Hairklutz (#tbt)

I find haircuts liberating. On the occasion of having a haircut today and it being #throwbackthursday, I thought I should revive this old blog post (circa December 2008) of mine. In this, I express an interest in going bald and wrote about a barber who refused to cut my hair short. Pretty random, yes. I'm also not correcting some obviously glaring typos that I now see. Read on. 

Brimming with new found enthusiasm, I dashed off to a nearby salon. I had revived the long lost feeling of wanting to go bald. This feeling first overcame my rational-thinking about two years back. It was more about succumbing to peer pressure at that time because a couple of my close friends and I had made a pact to remove every strand of hair from our heads. What became of that pact? Well I chickened out. I had to, for I realized I actually had a lot going on and I just couldn’t let some foolish pact destroy me. Until that point of time, I was maintaining an untarnished reputation of a (deceptively) simple bloke; I was interning at a reputed company and something like a shiny bald head had the potential to raise eyebrows and who knows it could’ve well caused a furore in that conservative environment.

This time it was different. I couldn’t care less. I know I won’t be subjected to a before-and-after scrutiny by any acquaintance of mine, because quite frankly I know no one here. On that positive note and with a brimful cup of enthusiasm, I dashed off to a nearby salon.

I found the barber in a pensive mood. He probably hadn’t had a customer all day. With the ol’ wave-of-the-hand-in-front-of-the-face, I got his attention and the cutting of hair got underway. As opposed to how the biblical Samson felt about haircuts, I’ve always felt it was in a way, metaphorically speaking, self liberating as it injected new life into me while getting rid of excess baggage. This time though, I was going for full self-liberation!
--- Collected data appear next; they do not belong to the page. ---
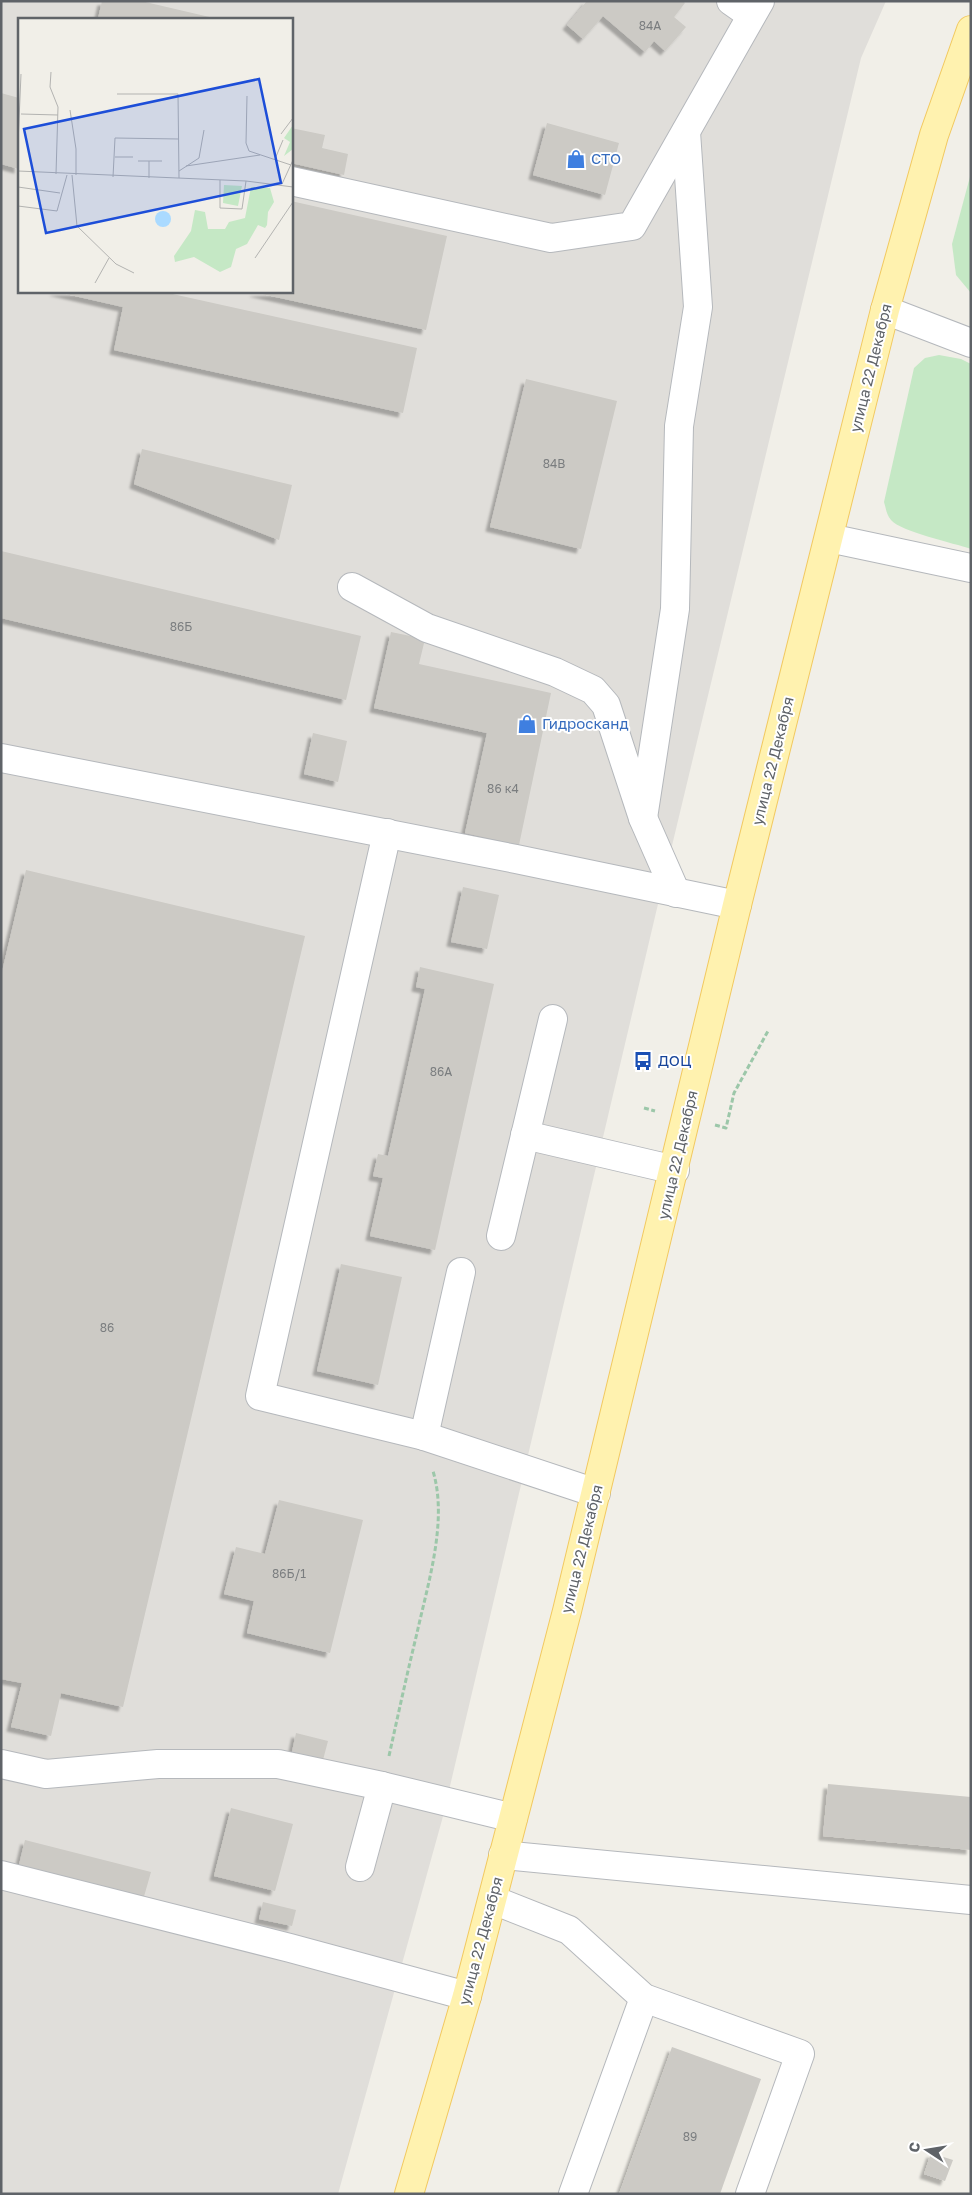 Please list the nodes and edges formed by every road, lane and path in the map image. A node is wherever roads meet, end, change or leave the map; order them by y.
1 (747, 6) edge
2 (971, 30) edge
3 (686, 132) junction
4 (292, 181) edge
5 (885, 310) junction
6 (971, 343) edge
7 (829, 538) junction
8 (971, 568) edge
9 (352, 587) dead end
10 (1, 758) edge
11 (643, 818) junction
12 (387, 833) junction
13 (676, 893) junction
14 (736, 906) junction
15 (553, 1019) dead end
16 (525, 1136) junction
17 (675, 1170) junction
18 (501, 1236) dead end
19 (461, 1272) dead end
20 (424, 1436) junction
21 (596, 1493) junction
22 (1, 1764) edge
23 (382, 1786) junction
24 (513, 1818) junction
25 (503, 1855) junction
26 (360, 1868) dead end
27 (1, 1875) edge
28 (493, 1900) junction
29 (971, 1900) edge
30 (467, 1996) junction
31 (644, 1998) junction
32 (409, 2194) edge
33 (574, 2194) edge
34 (750, 2194) edge

1 - 3 lane
2 - 5 main road, улица 22 Декабря
3 - 4 lane
3 - 11 lane
5 - 6 lane
5 - 7 main road, улица 22 Декабря
7 - 8 lane
7 - 14 main road, улица 22 Декабря
9 - 11 lane
10 - 12 lane
11 - 13 lane
12 - 13 lane
12 - 20 lane
13 - 14 lane
14 - 17 main road, улица 22 Декабря
15 - 16 lane
16 - 17 lane
16 - 18 lane
17 - 21 main road, улица 22 Декабря
19 - 20 lane
20 - 21 lane
20 - 23 path
21 - 24 main road, улица 22 Декабря
22 - 23 lane
23 - 24 lane
23 - 26 lane
24 - 25 main road, улица 22 Декабря
25 - 28 main road, улица 22 Декабря
25 - 29 lane
27 - 30 lane
28 - 30 main road, улица 22 Декабря
28 - 31 lane
30 - 32 main road, улица 22 Декабря
31 - 33 lane
31 - 34 lane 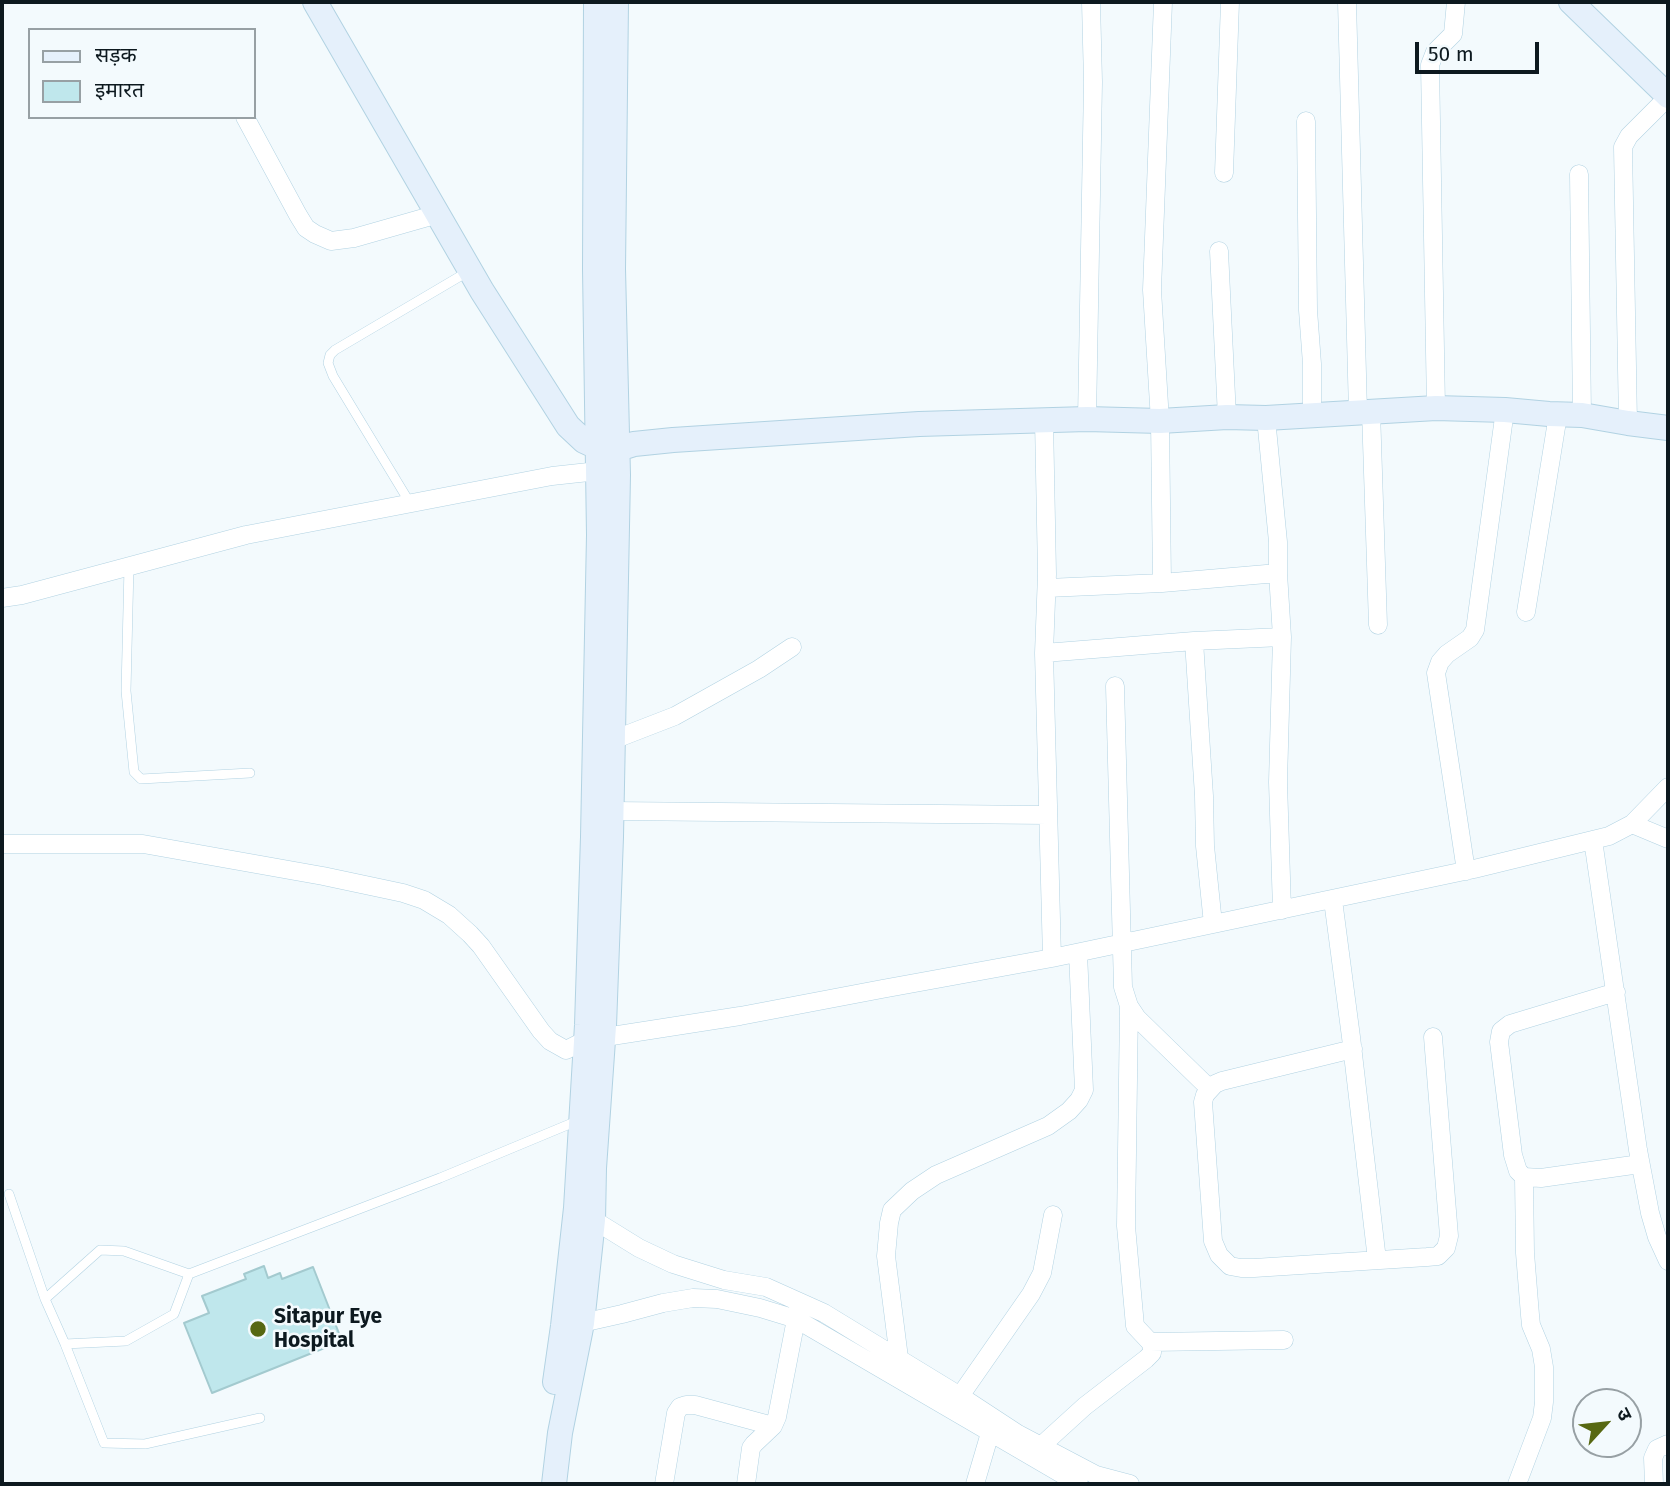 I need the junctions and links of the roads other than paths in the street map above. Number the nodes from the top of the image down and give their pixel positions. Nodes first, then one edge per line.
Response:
1 (315, 2) edge
2 (596, 2) edge
3 (616, 2) edge
4 (1091, 2) edge
5 (1163, 2) edge
6 (1230, 2) edge
7 (1347, 2) edge
8 (1456, 2) edge
9 (1571, 2) edge
10 (1668, 96) edge
11 (246, 119) edge
12 (1306, 121) dead end
13 (1224, 173) dead end
14 (1579, 174) dead end
15 (438, 214) junction
16 (1219, 251) dead end
17 (470, 270) junction
18 (1436, 408) junction
19 (1505, 410) junction
20 (1364, 412) junction
21 (1570, 415) junction
22 (1312, 416) junction
23 (1227, 417) junction
24 (1266, 418) junction
25 (1087, 419) junction
26 (1044, 420) junction
27 (1160, 421) junction
28 (1628, 424) junction
29 (1668, 428) edge
30 (604, 456) junction
31 (410, 503) junction
32 (129, 566) junction
33 (1278, 573) junction
34 (1162, 583) junction
35 (1046, 588) junction
36 (2, 598) edge
37 (1526, 612) dead end
38 (1378, 625) dead end
39 (1282, 637) junction
40 (1194, 641) junction
41 (792, 647) dead end
42 (1044, 653) junction
43 (1115, 686) dead end
44 (613, 740) junction
45 (250, 773) dead end
46 (1668, 787) edge
47 (611, 811) junction
48 (1048, 815) junction
49 (1632, 824) junction
50 (1668, 839) edge
51 (1593, 840) junction
52 (2, 844) edge
53 (1466, 871) junction
54 (1333, 900) junction
55 (1282, 909) junction
56 (1213, 924) junction
57 (1121, 943) junction
58 (1078, 953) junction
59 (1052, 958) junction
60 (1616, 992) junction
61 (1129, 1006) junction
62 (1433, 1037) dead end
63 (594, 1039) junction
64 (1353, 1049) junction
65 (1210, 1089) junction
66 (580, 1119) junction
67 (1640, 1164) junction
68 (1524, 1177) junction
69 (9, 1194) dead end
70 (584, 1214) junction
71 (1052, 1215) dead end
72 (1377, 1260) junction
73 (1668, 1261) edge
74 (189, 1274) junction
75 (44, 1299) junction
76 (798, 1311) junction
77 (572, 1325) junction
78 (1284, 1340) dead end
79 (1150, 1342) junction
80 (65, 1344) junction
81 (899, 1358) junction
82 (960, 1396) junction
83 (260, 1418) dead end
84 (773, 1426) junction
85 (990, 1433) junction
86 (1668, 1444) edge
87 (1041, 1446) junction
88 (540, 1484) edge
89 (554, 1484) edge
90 (664, 1484) edge
91 (746, 1484) edge
92 (975, 1484) edge
93 (1079, 1484) edge
94 (1130, 1484) edge
95 (1517, 1484) edge
96 (1654, 1484) edge

1 - 15 street
2 - 30 street
3 - 30 street
4 - 25 street
5 - 27 street
6 - 13 street
7 - 20 street
8 - 18 street
9 - 10 street
10 - 28 street
11 - 15 street
12 - 22 street
14 - 21 street
15 - 17 street
16 - 23 street
17 - 30 street
17 - 31 lane
18 - 19 street
18 - 20 street
19 - 21 street
19 - 53 street
20 - 22 street
20 - 38 street
21 - 28 street
21 - 37 street
22 - 24 street
23 - 24 street
23 - 27 street
24 - 33 street
25 - 26 street
25 - 27 street
26 - 30 street
26 - 35 street
27 - 34 street
28 - 29 street
30 - 31 street
30 - 44 street
30 - 63 street
31 - 32 street
32 - 36 street
32 - 45 lane
33 - 34 street
33 - 39 street
34 - 35 street
35 - 42 street
39 - 40 street
39 - 55 street
40 - 42 street
40 - 56 street
41 - 44 street
42 - 48 street
43 - 57 street
44 - 47 street
46 - 49 street
47 - 48 street
47 - 63 street
48 - 59 street
49 - 50 street
49 - 51 street
51 - 53 street
51 - 60 street
52 - 63 street
53 - 54 street
54 - 55 street
54 - 64 street
55 - 56 street
56 - 57 street
57 - 58 street
57 - 61 street
58 - 59 street
58 - 81 street
59 - 63 street
60 - 67 street
60 - 68 street
61 - 65 street
61 - 79 street
62 - 72 street
63 - 66 street
63 - 70 street
64 - 65 street
64 - 72 street
65 - 72 street
66 - 70 street
66 - 74 lane
67 - 68 street
67 - 73 street
68 - 95 street
69 - 75 lane
70 - 76 street
70 - 77 street
71 - 82 street
74 - 75 lane
74 - 80 lane
75 - 80 lane
76 - 77 street
76 - 81 street
76 - 84 street
76 - 85 street
77 - 88 street
77 - 89 street
78 - 79 street
79 - 87 street
80 - 83 lane
81 - 82 street
82 - 87 street
84 - 90 street
84 - 91 street
85 - 92 street
85 - 93 street
86 - 96 street
87 - 94 street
I directed the barber to use the machine and shave off everything. Paying little attention to what I had said, he flexed his fingers and crackled his wrist joints and finally spoke, “It won’t look good on you, sir”. “But this is how I want it”, I demanded. Again, casually chewing his paan he proceeded to trim the sides of my head without paying any heed to what I had to say. I was flummoxed. My calm disposition prevented me from leaving the place promptly and I somehow consoled myself with the thoughts of telling him to trim it all off when he’d reach the top of my head.

The scissors slowly meandered around my head, cut a micrometer of hair with each stroke and paused. The barber would then take a moment to analyze his work and with an artistic gleam in his eye, he’d proceed to slash another couple of micrometers. What Monsieur Van Gogh (ha!) didn’t realize was that he spent close to twenty-five minutes only on the sides of my head. Maybe it was his intention to do so while slowly and tastefully culminating to the top or maybe he was just bored. That seems perfectly fine if you are a, dare I say, connoisseur and an appreciator of fine (hair-)art. I’m not and my plans of getting a brisk haircut were thwarted by this fool of a person. I had to put a stop to this madness. “The sides are quite short…that’s fine. Now cut the top as short as you’ve cut the sides.” That sure told him right?! He nodded in agreement but the moment I mentioned, “…use the machine”, he was taken aback and disapprovingly said, “It’ll be very short. It won’t look good. I’ll use the kenchi and give you a nice slope-cut”. At this point of time, I was convinced that he wasn’t going to be able to do what I asked. I gave up point blank and ended up getting just another haircut. I could smell victory in his faint humming. Bastard.

Somehow I can’t get over the barber’s unwillingness to use the machine and do as I wanted. Maybe it’s just me, but I suspect that he actually enjoys his job and that a machine-shave would probably have just destroyed the simple joys of doing everything by hand. He even took his own sweet time and I can only guess that he was savoring each stroke and each blissful sound of the ‘kenchi’ going ‘ka-chissh’.

Who knew that a stupid tale like this would have certain undertones suggesting something so essential in today’s world like job satisfaction?  Silly as it is, it’s made me realize that following the herd and landing up with something average is a big NO for me. So if you’ll please excuse me, I’ll go brainstorm my plans for 2009.